So, as happened last week, if I’m interviewing for an Elixir dev I’m going to be interested in your knowledge of the BEAM and how it’s features can be used to solve common architectural problems.
Testing the candidate's ability to "steer" agents seems to be like testing their ability to know the Java API or to recite SOLID by heart.
> 2. How are you currently preventing these "prompt-only" developers from slipping through your own interview loops?
We don't ask anymore leetcode. We keep the usual systems design interview in which usage of AI is not needed (or at least we don't allow it because in this kind of interview we are more interested in seeing how the candidate thinks and so on)
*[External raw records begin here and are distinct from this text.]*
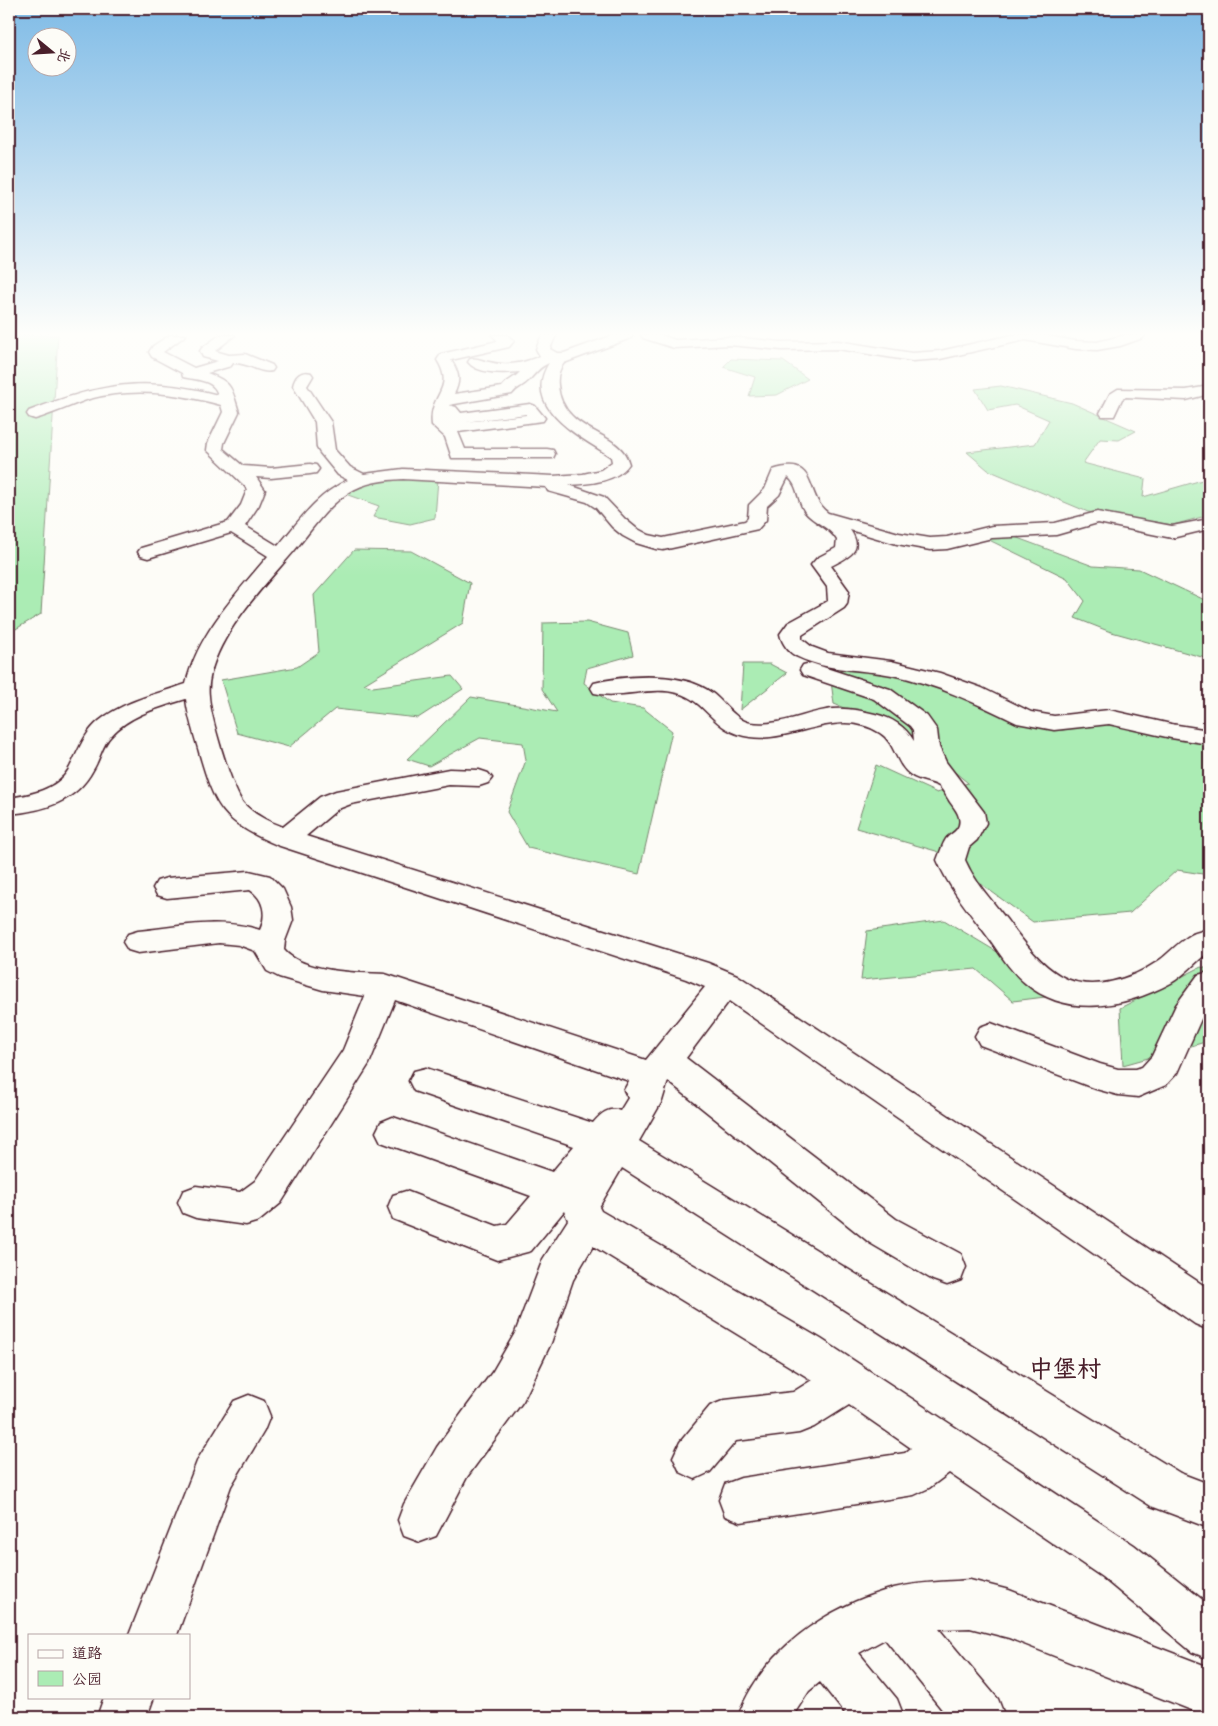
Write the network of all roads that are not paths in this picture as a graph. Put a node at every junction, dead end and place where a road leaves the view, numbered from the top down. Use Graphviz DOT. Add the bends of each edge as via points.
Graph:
graph roads {
  1 [pos="230,416"];
  2 [pos="319,416"];
  3 [pos="444,416"];
  4 [pos="562,416"];
  5 [pos="547,454"];
  6 [pos="310,469"];
  7 [pos="238,471"];
  8 [pos="362,480"];
  9 [pos="535,482"];
  10 [pos="821,517"];
  11 [pos="1209,524"];
  12 [pos="234,526"];
  13 [pos="148,552"];
  14 [pos="280,555"];
  15 [pos="791,634"];
  16 [pos="197,688"];
  17 [pos="602,688"];
  18 [pos="1209,737"];
  19 [pos="479,778"];
  20 [pos="948,781"];
  21 [pos="9,806"];
  22 [pos="286,839"];
  23 [pos="167,888"];
  24 [pos="1209,940"];
  25 [pos="138,942"];
  26 [pos="268,944"];
  27 [pos="726,983"];
  28 [pos="1209,983"];
  29 [pos="385,985"];
  30 [pos="990,1036"];
  31 [pos="659,1068"];
  32 [pos="426,1082"];
  33 [pos="393,1132"];
  34 [pos="608,1143"];
  35 [pos="559,1190"];
  36 [pos="196,1202"];
  37 [pos="406,1207"];
  38 [pos="587,1222"];
  39 [pos="947,1267"];
  40 [pos="1209,1311"];
  41 [pos="849,1381"];
  42 [pos="249,1416"];
  43 [pos="948,1447"];
  44 [pos="695,1457"];
  45 [pos="741,1500"];
  46 [pos="1209,1506"];
  47 [pos="420,1520"];
  48 [pos="894,1612"];
  49 [pos="153,1634"];
  50 [pos="1209,1635"];
  51 [pos="823,1647"];
  52 [pos="1209,1692"];
  53 [pos="129,1698"];
  54 [pos="122,1717"];
  55 [pos="763,1717"];
  56 [pos="879,1717"];
  57 [pos="980,1717"];
  1 -- 7 [label="street" via="216,443 216,450"];
  2 -- 8 [label="street" via="323,422 325,448 344,471"];
  3 -- 5 [label="street" via="440,425 452,436 458,454"];
  4 -- 9 [label="street" via="619,455 621,464 612,472 596,477"];
  6 -- 7 [label="street" via="271,473"];
  7 -- 12 [label="street" via="256,490 250,505"];
  8 -- 9 [label="street" via="401,474"];
  8 -- 14 [label="street" via="328,500"];
  9 -- 10 [label="street" via="597,501 625,528 653,543 673,543 751,525 757,520 758,505 773,491 779,474 788,471 798,476 807,490 810,506"];
  10 -- 11 [label="street" via="930,544 992,532 1056,529 1097,517 1172,532"];
  10 -- 15 [label="street" via="846,536 844,551 820,565 840,598 829,610"];
  12 -- 13 [label="street"];
  12 -- 14 [label="street"];
  14 -- 16 [label="street" via="215,641 206,656"];
  15 -- 18 [label="street" via="797,647 813,656 932,678 974,693 1025,718 1054,724 1109,717"];
  15 -- 20 [label="street" via="784,641 785,646 806,668 870,688 919,722 925,730 930,755"];
  16 -- 21 [label="street" via="120,718 96,737 81,772 58,794 40,801"];
  16 -- 22 [label="street" via="220,787 228,802 242,817"];
  17 -- 20 [label="street" via="654,684 694,690 729,723 748,730 771,731 823,717 840,716 878,722 894,731 913,764"];
  19 -- 22 [label="street" via="449,777 344,797 329,804"];
  20 -- 24 [label="street" via="971,812 973,823 968,834 957,843 951,860 958,879 1023,962 1041,979 1063,991 1090,996 1114,994 1161,974"];
  22 -- 27 [label="street"];
  23 -- 26 [label="street" via="254,881 270,890 276,903 278,920"];
  25 -- 26 [label="street" via="219,933 241,935"];
  26 -- 29 [label="street" via="271,956 282,968 359,985"];
  27 -- 31 [label="street"];
  27 -- 40 [label="street"];
  28 -- 30 [label="street" via="1187,1014 1165,1064 1154,1076 1138,1083 1096,1076"];
  29 -- 31 [label="street"];
  29 -- 36 [label="street" via="357,1055 268,1192 246,1209"];
  31 -- 34 [label="street" via="645,1101"];
  31 -- 39 [label="street" via="883,1230"];
  32 -- 34 [label="street"];
  33 -- 35 [label="street"];
  34 -- 35 [label="street"];
  34 -- 38 [label="street" via="580,1205"];
  34 -- 46 [label="street" via="1167,1490"];
  35 -- 37 [label="street" via="518,1239 497,1243"];
  38 -- 41 [label="street"];
  38 -- 47 [label="street" via="557,1272 531,1343 508,1386 452,1462"];
  41 -- 43 [label="street"];
  41 -- 44 [label="street" via="798,1412 725,1421"];
  42 -- 49 [label="street" via="214,1474"];
  43 -- 45 [label="street" via="914,1473"];
  43 -- 50 [label="street" via="1118,1561"];
  48 -- 51 [label="street" via="857,1626"];
  48 -- 52 [label="street" via="970,1604 1009,1614"];
  48 -- 57 [label="street"];
  51 -- 55 [label="street" via="792,1674"];
  51 -- 56 [label="street"];
  53 -- 54 [label="street"];
}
We have a new stage in our job interview, though: generic Q/A about the fundamental of software engineering/computer science. Again, we don't care anymore how candidates produce code. We care about what they know, and what they don't know. What's the scope of their knowledge, and when do they need to rely on AI to come up with an answer. Silly (non-real) example: "Can you write a program that detects if another program halts?". The people we want are the ones who would say something about the Halting Problem but also perhaps be practical and perhaps ask more questions about such a program requirements.
You get the point: we look for people with a good breadth of knowledge, who can communicate well and know their shit. Whether they can use tool x or y (including LLMs), comes for granted for such people
I should definitely clarify my use of the word steering — I completely agree that testing prompt engineering is just the new API memorization, which is useless.
By steering, I mean putting them in a situation where the AI generates a plausible but architecturally flawed solution, and seeing if they have the fundamental knowledge to spot the BS, understand the scope of the problem, and fix it.
Basically, an automated way to test the exact critical thinking you mentioned.
I love your approach of dropping LeetCode for fundamentals Q/A and Systems Design. But out of curiosity, how do you scale that at the top of the funnel? Doing deep, manual 1-on-1 assessments gives the best signal by far, but doesn't that burn a massive amount of your senior engineers' time?